We will organise the forthcoming LegCo by-election in accordance with the law and plan to allocate $3 million for publicity work in order to inform electors of the arrangements for the by-election. The publicity expenses for the LegCo by-election for one GC in 2007 was around $0.7 million. Given that part of the publicity work (e.g. production and publication of advertisement) may apply to all five GCs and does not require separate arrangements for individual GCs, we anticipate that the provision of $3 million will be able to cover the publicity work for the five GCs.
The CE and his team of Principal Officials will decide on their own at a later stage on matters relating to voting in the by-election. All registered electors, including civil servants, will decide on their own with regard to the issue of voting in the by-election.

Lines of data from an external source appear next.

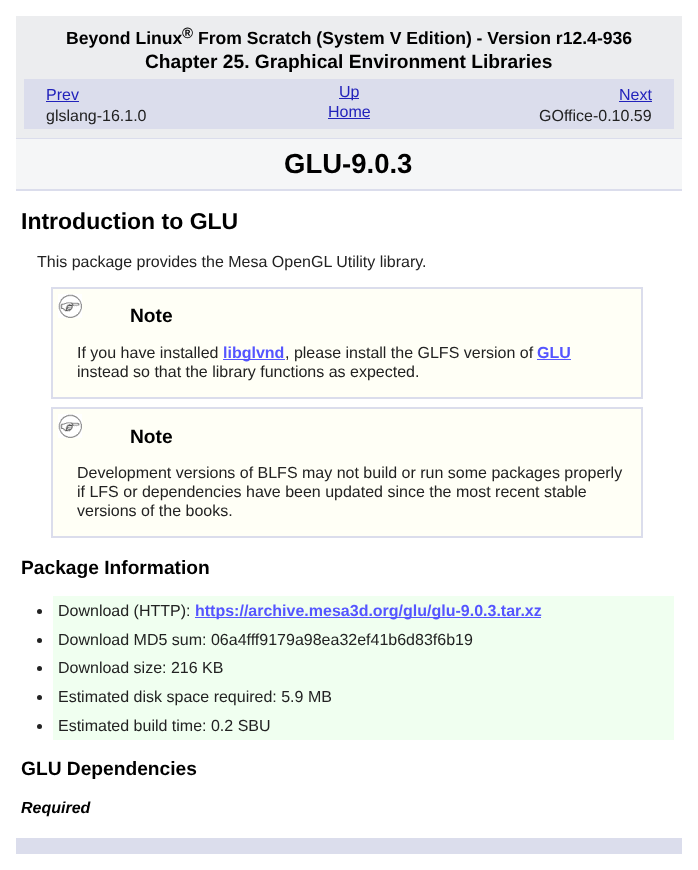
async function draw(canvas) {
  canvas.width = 698;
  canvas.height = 870;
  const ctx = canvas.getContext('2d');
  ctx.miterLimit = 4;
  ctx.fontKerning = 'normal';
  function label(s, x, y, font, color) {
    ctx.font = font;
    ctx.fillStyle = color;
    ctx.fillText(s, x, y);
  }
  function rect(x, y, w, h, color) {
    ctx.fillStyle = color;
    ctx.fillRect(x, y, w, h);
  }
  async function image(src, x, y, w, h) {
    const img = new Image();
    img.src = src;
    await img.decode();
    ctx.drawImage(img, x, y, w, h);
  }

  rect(0, 0, 698, 870, '#fff');
  rect(16, 16, 666, 122, '#ecedef');
  rect(16, 138, 666, 1, '#dbddec');
  label('Beyond Linux', 66, 44, 'bold 17.6px Liberation Sans', '#000');
  label('®', 182, 38, 'bold 15px Liberation Sans', '#000');
  label('From Scratch (System V Edition) - Version r12.4-936', 198, 44, 'bold 17.6px Liberation Sans', '#000');
  label('Chapter 25. Graphical Environment Libraries', 145, 68, 'bold 19.2px Liberation Sans', '#000');
  rect(24, 79, 650, 50, '#dbddec');
  label('Prev', 46, 100, '16px Liberation Sans', '#22b');
  rect(46, 101, 33, 1, '#22b');
  label('glslang-16.1.0', 46, 121, '16px Liberation Sans', '#222');
  rect(339, 98, 20, 1, '#22b');
  label('Up', 339, 97, '16px Liberation Sans', '#22b');
  label('Next', 619, 100, '16px Liberation Sans', '#22b');
  rect(619, 101, 33, 1, '#22b');
  label('GOffice-0.10.59', 539, 121, '16px Liberation Sans', '#222');
  label('Home', 328, 117, '16px Liberation Sans', '#22b');
  rect(328, 118, 42, 1, '#22b');
  rect(16, 139, 666, 50, '#f5f6f7');
  rect(16, 189, 666, 2, '#dbddec');
  label('GLU-9.0.3', 284, 173, 'bold 27.5px Liberation Sans', '#000');
  rect(16, 838, 666, 16, '#dbddec');
  label('Introduction to GLU', 21, 229, 'bold 23px Liberation Sans', '#000');
  label('This package provides the Mesa OpenGL Utility library.', 37, 267, '16px Liberation Sans', '#222');
  ctx.fillStyle = '#fffff6';
  ctx.beginPath();
  ctx.rect(52, 288, 590, 110);
  ctx.fill();
  ctx.strokeStyle = '#dbddec';
  ctx.lineWidth = 2;
  ctx.stroke();
  await image('assets/img1.png', 58, 294, 24, 24);
  label('Note', 130, 322, 'bold 19.2px Liberation Sans', '#000');
  label('If you have installed', 77, 358, '16px Liberation Sans', '#222');
  rect(223, 359, 62, 1, '#55f');
  label('libglvnd', 223, 358, 'bold 16px Liberation Sans', '#55f');
  label(', please install the GLFS version of', 285, 358, '16px Liberation Sans', '#222');
  label('GLU', 537, 358, 'bold 16px Liberation Sans', '#55f');
  rect(537, 359, 34, 1, '#55f');
  label('instead so that the library functions as expected.', 77, 377, '16px Liberation Sans', '#222');
  ctx.fillStyle = '#fffff6';
  ctx.beginPath();
  ctx.rect(52, 408, 590, 129);
  ctx.fill();
  ctx.stroke();
  await image('assets/img1.png', 58, 414, 24, 24);
  label('Note', 130, 443, 'bold 19.2px Liberation Sans', '#000');
  label('Development versions of BLFS may not build or run some packages properly', 77, 478, '16px Liberation Sans', '#222');
  label('if LFS or dependencies have been updated since the most recent stable', 77, 497, '16px Liberation Sans', '#222');
  label('versions of the books.', 77, 516, '16px Liberation Sans', '#222');
  label('Package Information', 21, 574, 'bold 19.2px Liberation Sans', '#000');
  ctx.fillStyle = '#222';
  ctx.beginPath();
  ctx.arc(39.5, 611.5, 2.5, 0, 2 * Math.PI);
  ctx.fill();
  rect(53, 596, 621, 144, '#f0fff0');
  label('Download (HTTP):', 58, 616, '16px Liberation Sans', '#222');
  rect(195, 617, 346, 1, '#55f');
  label('https://archive.mesa3d.org/glu/glu-9.0.3.tar.xz', 195, 616, 'bold 16px Liberation Sans', '#55f');
  ctx.fillStyle = '#222';
  ctx.beginPath();
  ctx.arc(39.5, 640.5, 2.5, 0, 2 * Math.PI);
  ctx.fill();
  label('Download MD5 sum: 06a4fff9179a98ea32ef41b6d83f6b19', 58, 645, '16px Liberation Sans', '#222');
  ctx.beginPath();
  ctx.arc(39.5, 668.5, 2.5, 0, 2 * Math.PI);
  ctx.fill();
  label('Download size: 216 KB', 58, 673, '16px Liberation Sans', '#222');
  ctx.beginPath();
  ctx.arc(39.5, 697.5, 2.5, 0, 2 * Math.PI);
  ctx.fill();
  label('Estimated disk space required: 5.9 MB', 58, 702, '16px Liberation Sans', '#222');
  ctx.beginPath();
  ctx.arc(39.5, 726.5, 2.5, 0, 2 * Math.PI);
  ctx.fill();
  label('Estimated build time: 0.2 SBU', 58, 731, '16px Liberation Sans', '#222');
  label('GLU Dependencies', 21, 775, 'bold 19.2px Liberation Sans', '#000');
  label('Required', 21, 813, 'italic bold 16px Liberation Sans', '#000');
}

draw(document.querySelector('canvas'));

(c) We note that there are views in the community which do not endorse the resignation of several Members in order to initiate the so-called "referendum campaign" via the by-election. There are views that the local legislation should be amended to avoid the recurrence of similar situations. The HKSAR Government has just completed the public consultation exercise on the two electoral methods for 2012 and is carefully examining views received during the consultation exercise. There are views that restrictions should be imposed on Members who resign from their office and then stand for the by-elections. We would analyse these proposals carefully when considering amendments to the relevant local legislation. Consideration would be given as to whether these proposals comply with the Basic Law; whether the proposed restrictions are reasonable restrictions from the legal point of view; and whether those restrictions are practicable.